How to complete this task
Nothing in the listing may be skipped; transcribe all of it as written.

►

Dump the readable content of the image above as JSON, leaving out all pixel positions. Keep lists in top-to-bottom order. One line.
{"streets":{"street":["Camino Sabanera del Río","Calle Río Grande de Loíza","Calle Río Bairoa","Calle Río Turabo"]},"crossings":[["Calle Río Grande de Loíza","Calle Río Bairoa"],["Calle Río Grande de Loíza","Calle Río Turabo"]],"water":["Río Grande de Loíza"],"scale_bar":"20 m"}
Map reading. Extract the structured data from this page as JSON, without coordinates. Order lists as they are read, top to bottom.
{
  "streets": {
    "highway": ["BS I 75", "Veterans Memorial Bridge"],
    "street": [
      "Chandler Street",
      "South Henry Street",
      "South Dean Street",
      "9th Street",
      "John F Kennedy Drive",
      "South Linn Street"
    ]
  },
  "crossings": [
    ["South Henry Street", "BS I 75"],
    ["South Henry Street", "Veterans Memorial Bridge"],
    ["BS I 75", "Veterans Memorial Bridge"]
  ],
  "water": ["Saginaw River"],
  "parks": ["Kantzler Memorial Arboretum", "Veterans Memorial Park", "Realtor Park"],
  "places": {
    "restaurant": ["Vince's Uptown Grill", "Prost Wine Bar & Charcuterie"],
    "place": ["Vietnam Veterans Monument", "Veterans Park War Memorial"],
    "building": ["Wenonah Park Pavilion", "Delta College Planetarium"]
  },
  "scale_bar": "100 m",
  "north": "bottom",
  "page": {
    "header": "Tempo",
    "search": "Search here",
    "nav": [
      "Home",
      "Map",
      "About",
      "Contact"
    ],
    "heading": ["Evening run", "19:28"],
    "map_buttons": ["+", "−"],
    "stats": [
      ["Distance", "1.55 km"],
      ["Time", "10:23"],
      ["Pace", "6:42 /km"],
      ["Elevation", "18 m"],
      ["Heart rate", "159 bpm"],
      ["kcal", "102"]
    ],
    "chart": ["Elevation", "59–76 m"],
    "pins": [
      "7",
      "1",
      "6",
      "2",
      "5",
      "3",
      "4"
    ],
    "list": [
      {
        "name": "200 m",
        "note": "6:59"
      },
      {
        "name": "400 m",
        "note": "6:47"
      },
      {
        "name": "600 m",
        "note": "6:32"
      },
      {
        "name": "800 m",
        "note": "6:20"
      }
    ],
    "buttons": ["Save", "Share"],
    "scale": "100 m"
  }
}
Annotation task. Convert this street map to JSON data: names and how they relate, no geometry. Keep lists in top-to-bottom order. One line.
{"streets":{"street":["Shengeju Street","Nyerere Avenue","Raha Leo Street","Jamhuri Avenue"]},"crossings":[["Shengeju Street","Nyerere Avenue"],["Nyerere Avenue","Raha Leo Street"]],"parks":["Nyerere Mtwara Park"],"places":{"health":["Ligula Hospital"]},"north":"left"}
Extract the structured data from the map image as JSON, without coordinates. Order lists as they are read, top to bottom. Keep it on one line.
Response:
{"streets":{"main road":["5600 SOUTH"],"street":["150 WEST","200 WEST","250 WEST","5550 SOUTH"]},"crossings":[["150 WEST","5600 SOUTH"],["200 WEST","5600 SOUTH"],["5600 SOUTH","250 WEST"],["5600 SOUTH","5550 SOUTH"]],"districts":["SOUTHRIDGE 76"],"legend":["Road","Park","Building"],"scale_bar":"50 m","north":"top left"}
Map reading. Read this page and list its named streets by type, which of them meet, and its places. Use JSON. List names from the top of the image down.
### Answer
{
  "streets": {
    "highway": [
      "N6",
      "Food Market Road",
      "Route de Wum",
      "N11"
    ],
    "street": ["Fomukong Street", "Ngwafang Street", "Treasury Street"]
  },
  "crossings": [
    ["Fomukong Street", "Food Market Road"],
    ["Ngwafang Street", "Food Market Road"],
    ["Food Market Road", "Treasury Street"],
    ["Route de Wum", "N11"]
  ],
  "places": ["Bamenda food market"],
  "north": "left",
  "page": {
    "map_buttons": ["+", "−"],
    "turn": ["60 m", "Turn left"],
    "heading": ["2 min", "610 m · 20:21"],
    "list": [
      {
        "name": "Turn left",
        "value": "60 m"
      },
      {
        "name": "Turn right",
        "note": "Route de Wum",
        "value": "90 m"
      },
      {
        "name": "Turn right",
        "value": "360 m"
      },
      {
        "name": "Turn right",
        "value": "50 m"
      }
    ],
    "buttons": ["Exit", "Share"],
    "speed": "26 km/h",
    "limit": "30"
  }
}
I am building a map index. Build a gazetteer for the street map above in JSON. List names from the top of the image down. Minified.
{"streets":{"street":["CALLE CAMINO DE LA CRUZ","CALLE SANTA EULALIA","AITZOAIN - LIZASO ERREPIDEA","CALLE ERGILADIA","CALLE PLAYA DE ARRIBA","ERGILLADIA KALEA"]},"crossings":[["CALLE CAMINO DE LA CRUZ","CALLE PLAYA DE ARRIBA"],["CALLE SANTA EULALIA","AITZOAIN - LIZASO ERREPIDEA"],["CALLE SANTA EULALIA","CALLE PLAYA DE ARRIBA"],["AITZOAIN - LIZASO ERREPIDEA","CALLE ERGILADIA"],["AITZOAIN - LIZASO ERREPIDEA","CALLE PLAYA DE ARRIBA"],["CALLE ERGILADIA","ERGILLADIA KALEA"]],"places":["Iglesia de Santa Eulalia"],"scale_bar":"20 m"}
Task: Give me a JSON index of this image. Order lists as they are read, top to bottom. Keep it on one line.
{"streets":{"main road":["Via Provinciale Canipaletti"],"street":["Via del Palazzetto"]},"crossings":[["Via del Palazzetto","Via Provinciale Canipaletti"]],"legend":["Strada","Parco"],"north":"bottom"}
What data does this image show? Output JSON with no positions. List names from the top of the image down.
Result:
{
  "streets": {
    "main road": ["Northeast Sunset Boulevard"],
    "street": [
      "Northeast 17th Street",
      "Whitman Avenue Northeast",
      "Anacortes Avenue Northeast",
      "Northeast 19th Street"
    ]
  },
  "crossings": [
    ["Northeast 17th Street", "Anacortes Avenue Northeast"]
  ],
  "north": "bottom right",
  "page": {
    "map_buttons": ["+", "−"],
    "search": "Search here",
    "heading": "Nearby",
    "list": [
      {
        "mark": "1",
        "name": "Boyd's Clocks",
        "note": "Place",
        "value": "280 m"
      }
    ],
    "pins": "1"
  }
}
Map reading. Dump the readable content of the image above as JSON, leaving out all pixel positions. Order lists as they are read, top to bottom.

◄

Finished task
Dump the readable content of the image above as JSON, leaving out all pixel positions. Keep lists in top-to-bottom order. One line.
{"streets":{"street":["Camino Sabanera del Río","Calle Río Grande de Loíza","Calle Río Bairoa","Calle Río Turabo"]},"crossings":[["Calle Río Grande de Loíza","Calle Río Bairoa"],["Calle Río Grande de Loíza","Calle Río Turabo"]],"water":["Río Grande de Loíza"],"scale_bar":"20 m"}
Map reading. Extract the structured data from this page as JSON, without coordinates. Order lists as they are read, top to bottom.
{
  "streets": {
    "highway": ["BS I 75", "Veterans Memorial Bridge"],
    "street": [
      "Chandler Street",
      "South Henry Street",
      "South Dean Street",
      "9th Street",
      "John F Kennedy Drive",
      "South Linn Street"
    ]
  },
  "crossings": [
    ["South Henry Street", "BS I 75"],
    ["South Henry Street", "Veterans Memorial Bridge"],
    ["BS I 75", "Veterans Memorial Bridge"]
  ],
  "water": ["Saginaw River"],
  "parks": ["Kantzler Memorial Arboretum", "Veterans Memorial Park", "Realtor Park"],
  "places": {
    "restaurant": ["Vince's Uptown Grill", "Prost Wine Bar & Charcuterie"],
    "place": ["Vietnam Veterans Monument", "Veterans Park War Memorial"],
    "building": ["Wenonah Park Pavilion", "Delta College Planetarium"]
  },
  "scale_bar": "100 m",
  "north": "bottom",
  "page": {
    "header": "Tempo",
    "search": "Search here",
    "nav": [
      "Home",
      "Map",
      "About",
      "Contact"
    ],
    "heading": ["Evening run", "19:28"],
    "map_buttons": ["+", "−"],
    "stats": [
      ["Distance", "1.55 km"],
      ["Time", "10:23"],
      ["Pace", "6:42 /km"],
      ["Elevation", "18 m"],
      ["Heart rate", "159 bpm"],
      ["kcal", "102"]
    ],
    "chart": ["Elevation", "59–76 m"],
    "pins": [
      "7",
      "1",
      "6",
      "2",
      "5",
      "3",
      "4"
    ],
    "list": [
      {
        "name": "200 m",
        "note": "6:59"
      },
      {
        "name": "400 m",
        "note": "6:47"
      },
      {
        "name": "600 m",
        "note": "6:32"
      },
      {
        "name": "800 m",
        "note": "6:20"
      }
    ],
    "buttons": ["Save", "Share"],
    "scale": "100 m"
  }
}
Annotation task. Convert this street map to JSON data: names and how they relate, no geometry. Keep lists in top-to-bottom order. One line.
{"streets":{"street":["Shengeju Street","Nyerere Avenue","Raha Leo Street","Jamhuri Avenue"]},"crossings":[["Shengeju Street","Nyerere Avenue"],["Nyerere Avenue","Raha Leo Street"]],"parks":["Nyerere Mtwara Park"],"places":{"health":["Ligula Hospital"]},"north":"left"}
Extract the structured data from the map image as JSON, without coordinates. Order lists as they are read, top to bottom. Keep it on one line.
Response:
{"streets":{"main road":["5600 SOUTH"],"street":["150 WEST","200 WEST","250 WEST","5550 SOUTH"]},"crossings":[["150 WEST","5600 SOUTH"],["200 WEST","5600 SOUTH"],["5600 SOUTH","250 WEST"],["5600 SOUTH","5550 SOUTH"]],"districts":["SOUTHRIDGE 76"],"legend":["Road","Park","Building"],"scale_bar":"50 m","north":"top left"}
Map reading. Read this page and list its named streets by type, which of them meet, and its places. Use JSON. List names from the top of the image down.
### Answer
{
  "streets": {
    "highway": [
      "N6",
      "Food Market Road",
      "Route de Wum",
      "N11"
    ],
    "street": ["Fomukong Street", "Ngwafang Street", "Treasury Street"]
  },
  "crossings": [
    ["Fomukong Street", "Food Market Road"],
    ["Ngwafang Street", "Food Market Road"],
    ["Food Market Road", "Treasury Street"],
    ["Route de Wum", "N11"]
  ],
  "places": ["Bamenda food market"],
  "north": "left",
  "page": {
    "map_buttons": ["+", "−"],
    "turn": ["60 m", "Turn left"],
    "heading": ["2 min", "610 m · 20:21"],
    "list": [
      {
        "name": "Turn left",
        "value": "60 m"
      },
      {
        "name": "Turn right",
        "note": "Route de Wum",
        "value": "90 m"
      },
      {
        "name": "Turn right",
        "value": "360 m"
      },
      {
        "name": "Turn right",
        "value": "50 m"
      }
    ],
    "buttons": ["Exit", "Share"],
    "speed": "26 km/h",
    "limit": "30"
  }
}
I am building a map index. Build a gazetteer for the street map above in JSON. List names from the top of the image down. Minified.
{"streets":{"street":["CALLE CAMINO DE LA CRUZ","CALLE SANTA EULALIA","AITZOAIN - LIZASO ERREPIDEA","CALLE ERGILADIA","CALLE PLAYA DE ARRIBA","ERGILLADIA KALEA"]},"crossings":[["CALLE CAMINO DE LA CRUZ","CALLE PLAYA DE ARRIBA"],["CALLE SANTA EULALIA","AITZOAIN - LIZASO ERREPIDEA"],["CALLE SANTA EULALIA","CALLE PLAYA DE ARRIBA"],["AITZOAIN - LIZASO ERREPIDEA","CALLE ERGILADIA"],["AITZOAIN - LIZASO ERREPIDEA","CALLE PLAYA DE ARRIBA"],["CALLE ERGILADIA","ERGILLADIA KALEA"]],"places":["Iglesia de Santa Eulalia"],"scale_bar":"20 m"}
Task: Give me a JSON index of this image. Order lists as they are read, top to bottom. Keep it on one line.
{"streets":{"main road":["Via Provinciale Canipaletti"],"street":["Via del Palazzetto"]},"crossings":[["Via del Palazzetto","Via Provinciale Canipaletti"]],"legend":["Strada","Parco"],"north":"bottom"}
What data does this image show? Output JSON with no positions. List names from the top of the image down.
Result:
{
  "streets": {
    "main road": ["Northeast Sunset Boulevard"],
    "street": [
      "Northeast 17th Street",
      "Whitman Avenue Northeast",
      "Anacortes Avenue Northeast",
      "Northeast 19th Street"
    ]
  },
  "crossings": [
    ["Northeast 17th Street", "Anacortes Avenue Northeast"]
  ],
  "north": "bottom right",
  "page": {
    "map_buttons": ["+", "−"],
    "search": "Search here",
    "heading": "Nearby",
    "list": [
      {
        "mark": "1",
        "name": "Boyd's Clocks",
        "note": "Place",
        "value": "280 m"
      }
    ],
    "pins": "1"
  }
}
Map reading. Dump the readable content of the image above as JSON, leaving out all pixel positions. Order lists as they are read, top to bottom.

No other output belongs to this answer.